[WHAT YOU SHOULD DO]: Searching the material below, find each line that includes the word "JSON", and copy it.

[DATA SHOWN]:
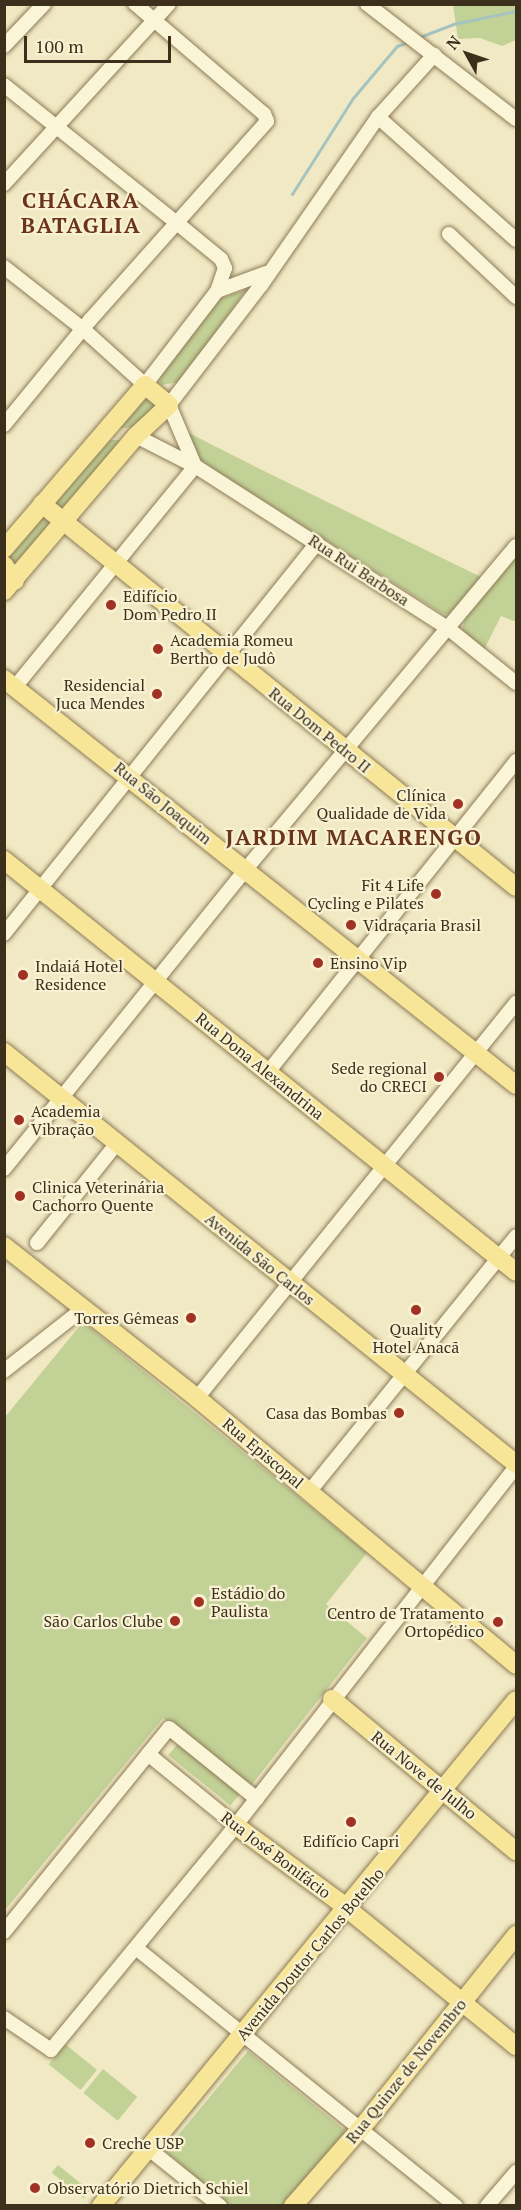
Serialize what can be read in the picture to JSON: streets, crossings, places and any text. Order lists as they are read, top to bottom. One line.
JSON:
{"streets":{"main road":["Rua Dom Pedro II","Rua São Joaquim","Rua Dona Alexandrina","Avenida São Carlos","Rua Episcopal","Rua Nove de Julho","Rua José Bonifácio","Avenida Doutor Carlos Botelho","Rua Quinze de Novembro"],"street":["Rua Rui Barbosa"]},"crossings":[["Rua Nove de Julho","Avenida Doutor Carlos Botelho"],["Rua José Bonifácio","Avenida Doutor Carlos Botelho"],["Rua José Bonifácio","Rua Quinze de Novembro"]],"districts":["CHÁCARA BATAGLIA","JARDIM MACARENGO"],"places":["Edifício Dom Pedro II","Academia Romeu Bertho de Judô","Residencial Juca Mendes","Clínica Qualidade de Vida","Fit 4 Life Cycling e Pilates","Vidraçaria Brasil","Ensino Vip","Indaiá Hotel Residence","Sede regional do CRECI","Academia Vibração","Clinica Veterinária Cachorro Quente","Quality Hotel Anacã","Torres Gêmeas","Casa das Bombas","Estádio do Paulista","São Carlos Clube","Centro de Tratamento Ortopédico","Edifício Capri","Creche USP","Observatório Dietrich Schiel"],"scale_bar":"100 m","north":"top left"}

[SOLUTION TO THE EXERCISE]:
Serialize what can be read in the picture to JSON: streets, crossings, places and any text. Order lists as they are read, top to bottom. One line.
JSON:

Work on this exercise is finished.